Readers of American periodicals have long been familiar with this unsatisfactory state of affairs, for there have been many criticisms of the Washington Adminis- tration's handling of Alaska. These complaints of a superfluity of red tape, and of lack of co-operation between the authorities in Alaska and at Washington, have a strangely familiar ring to the Englishman who is interested in Empire development and is accustomed to think that Downing Street has a monopoly of the first- named commodity. One of these days, by the way, I hope to write a defence of "Downing Street," for assuredly, while many faults of commission and omission are attributable to it, yet the British Commonwealth owes it a very great debt of gratitude. In Alaska, which has been described as America's "foster-child," the population decreased by 10,000 in the last decade. President Harding is accompanied by several members of his Cabinet and a number of experts, and his recom. mendations will be awaited with interest.
If Alaska is to become a great tourist resort for ths American people, its railways and steamers and its hotels will have to be improved. Indeed, one of the chief complaints made at present in the United States is that most of the 5,500 American tourists who visited the country last year were conveyed thither in Canadian steamships. What Alaska needs is a great concern like the Canadian Pacific Railway to do for it what that railway company has done for the Canadian Rockies.
It is a curious coincidence that at a moment when the head of the American Administration should be on his way to investigate conditions in the American "Northern Territory," the Governor of South Australia, Sir Tom Bridges, should be returning from his motor journey to the Conunonwealth's "never-never land." All who took part in the tour were impressed with the vast extent of the country through which they passed for some 1,500 miles, with its emptiness and its great possibilities. All that it needs, according to the South Australian Premier, are railways and a properly con- trolled water supply. Nowhere did the party see any " desert " land, Congratulations to the Observer on the publication of Mr. Philip Kerr's first very illuminating article on "The New World and the Old." Here is a writer who, while familiar with the Chancelleries of Europe, has studied conditions in the United States and the Dominions at first hand. His words carry with them that indefinable " atmosphere " of one who has thought out our Old World problems on the great open spaces of the New World, as he has done. Mr. Kerr does well to emphasize that much-overlooked fact, which should be the very pivot of our policy, that we are politically a non- European Power, despite the geographic situation of these islands, and that the prior interests of the British Commonwealth must of necessity be overseas. It is for that reason that the co-operation of the United States and the British Commonwealth, despite temporarily retarding circumstances, is inevitable and carries with it fair promise for the future.

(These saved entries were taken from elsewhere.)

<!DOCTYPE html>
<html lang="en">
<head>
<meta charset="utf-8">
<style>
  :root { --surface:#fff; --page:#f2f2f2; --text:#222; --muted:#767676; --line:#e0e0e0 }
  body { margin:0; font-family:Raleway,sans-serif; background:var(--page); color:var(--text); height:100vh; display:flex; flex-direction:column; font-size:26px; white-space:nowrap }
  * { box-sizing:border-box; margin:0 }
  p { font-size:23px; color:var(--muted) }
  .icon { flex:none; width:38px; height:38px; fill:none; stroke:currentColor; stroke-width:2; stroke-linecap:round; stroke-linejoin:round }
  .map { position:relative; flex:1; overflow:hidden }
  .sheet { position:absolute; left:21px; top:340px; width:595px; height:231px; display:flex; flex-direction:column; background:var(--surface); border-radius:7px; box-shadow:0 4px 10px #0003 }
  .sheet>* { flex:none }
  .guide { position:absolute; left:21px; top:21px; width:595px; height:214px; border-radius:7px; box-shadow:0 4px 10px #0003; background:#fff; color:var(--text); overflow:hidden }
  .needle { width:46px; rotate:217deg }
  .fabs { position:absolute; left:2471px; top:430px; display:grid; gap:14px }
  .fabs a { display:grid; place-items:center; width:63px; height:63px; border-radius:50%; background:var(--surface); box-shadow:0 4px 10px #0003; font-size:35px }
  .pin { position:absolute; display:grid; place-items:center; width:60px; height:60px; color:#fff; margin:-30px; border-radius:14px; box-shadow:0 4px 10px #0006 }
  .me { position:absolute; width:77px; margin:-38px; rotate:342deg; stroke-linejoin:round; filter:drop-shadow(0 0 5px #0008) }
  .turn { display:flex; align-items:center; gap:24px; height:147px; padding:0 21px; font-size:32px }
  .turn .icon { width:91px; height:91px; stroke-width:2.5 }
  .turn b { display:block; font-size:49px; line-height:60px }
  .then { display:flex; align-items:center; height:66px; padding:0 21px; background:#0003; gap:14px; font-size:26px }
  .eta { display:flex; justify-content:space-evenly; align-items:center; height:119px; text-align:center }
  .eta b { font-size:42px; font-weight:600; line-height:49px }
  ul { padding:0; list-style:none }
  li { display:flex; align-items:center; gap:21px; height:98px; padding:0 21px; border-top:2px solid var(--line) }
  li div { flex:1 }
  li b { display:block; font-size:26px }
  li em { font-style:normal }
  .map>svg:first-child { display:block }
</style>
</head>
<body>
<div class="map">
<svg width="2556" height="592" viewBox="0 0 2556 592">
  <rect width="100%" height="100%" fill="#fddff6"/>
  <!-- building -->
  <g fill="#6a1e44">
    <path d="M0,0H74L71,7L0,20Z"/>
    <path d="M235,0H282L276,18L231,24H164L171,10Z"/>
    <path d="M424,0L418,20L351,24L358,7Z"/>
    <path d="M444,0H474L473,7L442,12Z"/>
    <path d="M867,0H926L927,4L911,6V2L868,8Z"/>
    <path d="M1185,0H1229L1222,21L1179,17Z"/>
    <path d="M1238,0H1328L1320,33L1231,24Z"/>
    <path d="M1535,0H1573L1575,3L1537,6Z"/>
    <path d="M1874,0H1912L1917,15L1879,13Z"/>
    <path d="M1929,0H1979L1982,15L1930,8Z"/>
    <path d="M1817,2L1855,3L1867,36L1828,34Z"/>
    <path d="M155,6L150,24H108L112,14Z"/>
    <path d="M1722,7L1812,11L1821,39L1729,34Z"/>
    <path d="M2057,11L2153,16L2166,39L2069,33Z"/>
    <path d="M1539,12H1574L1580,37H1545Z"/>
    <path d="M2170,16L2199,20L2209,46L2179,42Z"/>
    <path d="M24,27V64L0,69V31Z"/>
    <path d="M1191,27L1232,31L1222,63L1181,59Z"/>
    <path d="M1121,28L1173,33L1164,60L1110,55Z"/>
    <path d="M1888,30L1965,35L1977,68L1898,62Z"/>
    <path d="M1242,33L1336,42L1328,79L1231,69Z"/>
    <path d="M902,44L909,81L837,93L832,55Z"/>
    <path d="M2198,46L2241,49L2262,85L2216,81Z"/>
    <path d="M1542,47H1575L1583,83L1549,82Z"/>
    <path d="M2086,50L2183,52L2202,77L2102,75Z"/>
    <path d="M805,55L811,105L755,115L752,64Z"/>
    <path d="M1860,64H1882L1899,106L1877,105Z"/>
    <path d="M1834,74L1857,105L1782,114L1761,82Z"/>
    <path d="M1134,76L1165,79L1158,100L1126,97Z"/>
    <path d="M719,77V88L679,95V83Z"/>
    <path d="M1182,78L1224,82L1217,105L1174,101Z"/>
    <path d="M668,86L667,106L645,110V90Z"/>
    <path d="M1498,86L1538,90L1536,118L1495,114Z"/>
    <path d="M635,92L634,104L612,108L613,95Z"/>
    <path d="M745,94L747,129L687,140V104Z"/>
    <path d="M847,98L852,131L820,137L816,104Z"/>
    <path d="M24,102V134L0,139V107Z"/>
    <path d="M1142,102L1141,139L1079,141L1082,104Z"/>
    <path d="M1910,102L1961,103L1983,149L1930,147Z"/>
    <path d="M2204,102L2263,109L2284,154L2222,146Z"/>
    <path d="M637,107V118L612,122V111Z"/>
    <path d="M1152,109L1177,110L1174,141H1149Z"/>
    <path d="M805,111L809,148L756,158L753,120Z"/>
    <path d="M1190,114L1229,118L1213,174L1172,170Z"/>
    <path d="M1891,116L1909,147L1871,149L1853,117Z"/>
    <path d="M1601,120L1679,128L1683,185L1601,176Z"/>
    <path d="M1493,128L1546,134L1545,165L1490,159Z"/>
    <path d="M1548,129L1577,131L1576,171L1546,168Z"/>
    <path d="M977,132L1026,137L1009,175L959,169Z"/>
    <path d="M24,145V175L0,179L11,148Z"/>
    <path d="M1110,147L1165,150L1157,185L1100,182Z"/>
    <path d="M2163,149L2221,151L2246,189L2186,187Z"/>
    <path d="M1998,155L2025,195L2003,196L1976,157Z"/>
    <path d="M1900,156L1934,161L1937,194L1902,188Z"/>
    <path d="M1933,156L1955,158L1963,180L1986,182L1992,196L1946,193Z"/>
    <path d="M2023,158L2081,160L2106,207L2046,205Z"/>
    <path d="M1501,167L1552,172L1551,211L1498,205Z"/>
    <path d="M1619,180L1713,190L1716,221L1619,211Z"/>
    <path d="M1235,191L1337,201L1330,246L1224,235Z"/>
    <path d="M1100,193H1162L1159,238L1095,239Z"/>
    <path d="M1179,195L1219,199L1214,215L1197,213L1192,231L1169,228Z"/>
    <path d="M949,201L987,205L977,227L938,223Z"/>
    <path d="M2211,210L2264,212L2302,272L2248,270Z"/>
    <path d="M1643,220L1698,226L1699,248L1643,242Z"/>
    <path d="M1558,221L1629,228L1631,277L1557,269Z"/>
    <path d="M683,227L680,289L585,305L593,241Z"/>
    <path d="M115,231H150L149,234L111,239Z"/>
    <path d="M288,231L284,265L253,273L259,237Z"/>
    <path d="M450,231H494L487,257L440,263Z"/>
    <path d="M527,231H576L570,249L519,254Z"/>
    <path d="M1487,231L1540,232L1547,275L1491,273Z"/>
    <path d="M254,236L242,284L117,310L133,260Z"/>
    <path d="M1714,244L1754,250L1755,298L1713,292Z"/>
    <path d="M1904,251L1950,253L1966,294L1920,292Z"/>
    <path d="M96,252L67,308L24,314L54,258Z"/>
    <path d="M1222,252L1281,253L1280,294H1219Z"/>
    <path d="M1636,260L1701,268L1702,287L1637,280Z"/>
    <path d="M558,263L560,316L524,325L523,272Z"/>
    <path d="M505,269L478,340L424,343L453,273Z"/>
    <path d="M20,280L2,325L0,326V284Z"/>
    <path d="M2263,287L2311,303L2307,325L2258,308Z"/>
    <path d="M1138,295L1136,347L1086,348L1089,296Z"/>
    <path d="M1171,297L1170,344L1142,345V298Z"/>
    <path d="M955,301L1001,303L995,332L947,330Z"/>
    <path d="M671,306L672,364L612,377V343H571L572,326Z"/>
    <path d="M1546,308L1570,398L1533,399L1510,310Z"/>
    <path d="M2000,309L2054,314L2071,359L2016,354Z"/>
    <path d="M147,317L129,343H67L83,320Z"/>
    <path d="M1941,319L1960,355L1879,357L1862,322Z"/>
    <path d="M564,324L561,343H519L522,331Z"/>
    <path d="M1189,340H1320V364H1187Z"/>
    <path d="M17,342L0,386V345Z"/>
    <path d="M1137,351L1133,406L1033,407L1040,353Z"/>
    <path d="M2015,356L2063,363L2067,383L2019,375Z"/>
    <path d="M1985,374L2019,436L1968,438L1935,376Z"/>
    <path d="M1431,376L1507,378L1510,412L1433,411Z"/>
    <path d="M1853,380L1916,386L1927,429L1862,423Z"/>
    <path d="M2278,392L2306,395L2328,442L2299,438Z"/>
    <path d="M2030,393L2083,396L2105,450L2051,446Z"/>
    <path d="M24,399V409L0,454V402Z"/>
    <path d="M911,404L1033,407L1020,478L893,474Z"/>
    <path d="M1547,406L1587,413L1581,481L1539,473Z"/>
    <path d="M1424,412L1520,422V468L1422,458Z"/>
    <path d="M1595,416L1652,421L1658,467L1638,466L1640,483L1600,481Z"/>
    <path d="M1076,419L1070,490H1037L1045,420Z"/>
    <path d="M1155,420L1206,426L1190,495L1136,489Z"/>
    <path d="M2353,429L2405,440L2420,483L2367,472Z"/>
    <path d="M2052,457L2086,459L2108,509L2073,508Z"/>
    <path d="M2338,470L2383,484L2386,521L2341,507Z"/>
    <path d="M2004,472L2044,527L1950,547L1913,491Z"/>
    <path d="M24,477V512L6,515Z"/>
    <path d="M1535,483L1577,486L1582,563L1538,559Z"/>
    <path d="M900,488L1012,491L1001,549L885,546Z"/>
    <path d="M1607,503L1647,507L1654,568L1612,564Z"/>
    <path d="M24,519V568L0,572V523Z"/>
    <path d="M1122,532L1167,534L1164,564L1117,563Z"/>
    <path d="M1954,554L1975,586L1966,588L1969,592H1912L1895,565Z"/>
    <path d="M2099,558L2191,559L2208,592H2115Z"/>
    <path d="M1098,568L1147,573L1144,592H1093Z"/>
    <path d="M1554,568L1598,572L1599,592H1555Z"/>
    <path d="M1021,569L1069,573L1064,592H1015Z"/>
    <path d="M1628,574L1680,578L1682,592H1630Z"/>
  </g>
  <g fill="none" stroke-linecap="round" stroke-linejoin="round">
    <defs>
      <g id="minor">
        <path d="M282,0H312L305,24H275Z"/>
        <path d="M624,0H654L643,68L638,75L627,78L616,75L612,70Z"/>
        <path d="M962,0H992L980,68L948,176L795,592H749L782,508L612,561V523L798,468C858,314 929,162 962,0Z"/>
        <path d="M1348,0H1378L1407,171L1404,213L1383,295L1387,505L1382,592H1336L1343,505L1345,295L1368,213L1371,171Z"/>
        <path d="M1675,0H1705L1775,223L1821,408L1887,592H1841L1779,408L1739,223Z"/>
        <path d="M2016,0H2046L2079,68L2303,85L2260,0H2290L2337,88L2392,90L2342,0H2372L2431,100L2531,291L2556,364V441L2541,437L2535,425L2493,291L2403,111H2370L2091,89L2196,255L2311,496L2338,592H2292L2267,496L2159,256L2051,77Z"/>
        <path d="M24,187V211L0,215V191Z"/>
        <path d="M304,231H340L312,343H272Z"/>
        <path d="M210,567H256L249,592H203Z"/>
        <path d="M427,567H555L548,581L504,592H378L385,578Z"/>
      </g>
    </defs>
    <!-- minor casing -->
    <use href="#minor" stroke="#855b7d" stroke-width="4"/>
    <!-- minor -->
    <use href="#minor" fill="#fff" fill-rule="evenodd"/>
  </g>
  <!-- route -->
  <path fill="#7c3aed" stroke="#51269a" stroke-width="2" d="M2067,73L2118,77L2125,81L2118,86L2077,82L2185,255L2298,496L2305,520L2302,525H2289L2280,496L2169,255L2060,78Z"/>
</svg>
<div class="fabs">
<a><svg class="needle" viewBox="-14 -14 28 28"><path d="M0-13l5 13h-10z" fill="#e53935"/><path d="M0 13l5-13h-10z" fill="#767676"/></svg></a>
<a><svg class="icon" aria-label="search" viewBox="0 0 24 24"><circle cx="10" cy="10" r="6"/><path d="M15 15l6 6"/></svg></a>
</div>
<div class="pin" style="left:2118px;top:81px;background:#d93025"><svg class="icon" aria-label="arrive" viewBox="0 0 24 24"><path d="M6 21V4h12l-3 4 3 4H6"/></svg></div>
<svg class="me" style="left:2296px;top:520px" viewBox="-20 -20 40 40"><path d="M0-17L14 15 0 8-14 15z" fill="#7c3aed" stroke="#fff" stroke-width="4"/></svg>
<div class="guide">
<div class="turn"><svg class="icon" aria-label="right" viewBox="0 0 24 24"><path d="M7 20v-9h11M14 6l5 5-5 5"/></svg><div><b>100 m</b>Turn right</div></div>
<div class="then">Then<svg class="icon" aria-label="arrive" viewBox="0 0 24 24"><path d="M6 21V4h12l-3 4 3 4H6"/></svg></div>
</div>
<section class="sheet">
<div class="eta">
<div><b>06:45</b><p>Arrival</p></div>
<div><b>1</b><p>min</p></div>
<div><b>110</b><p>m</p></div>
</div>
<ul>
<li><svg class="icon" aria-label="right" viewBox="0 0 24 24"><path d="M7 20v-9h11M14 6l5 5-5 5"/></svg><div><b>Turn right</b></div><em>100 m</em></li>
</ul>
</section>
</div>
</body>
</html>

At any moment we may expect the Government's statement concerning the much-vexed Kenya problem, and it is generally anticipated that the maintenance of Downing Street control will be the only possible solution as safeguarding the rights of the 3,000,000 native inhabitants. Nothing that has appeared in print from the protagonists of either side would warrant the British Government in handing over the administration of the country to 9,000 white settlers or 80,000 Indians. On the delicate subject of the franchise it is difficult to see how a world-State such as ours, based on concepts of freedom, can apply any other doctrine in the long run than that of "equal political treatment for equal qualifications " ; or, as Cecil Rhodes put it in South Africa, political rights "for every civilized man south of the Zambesi." How else would it be possible for India, advancing towards Dominion status, to become a partner in the British Commonwealth of Free Nations ? At the same time, great care must be taken so that Western democratic institutions are not granted before those concerned are ready for them.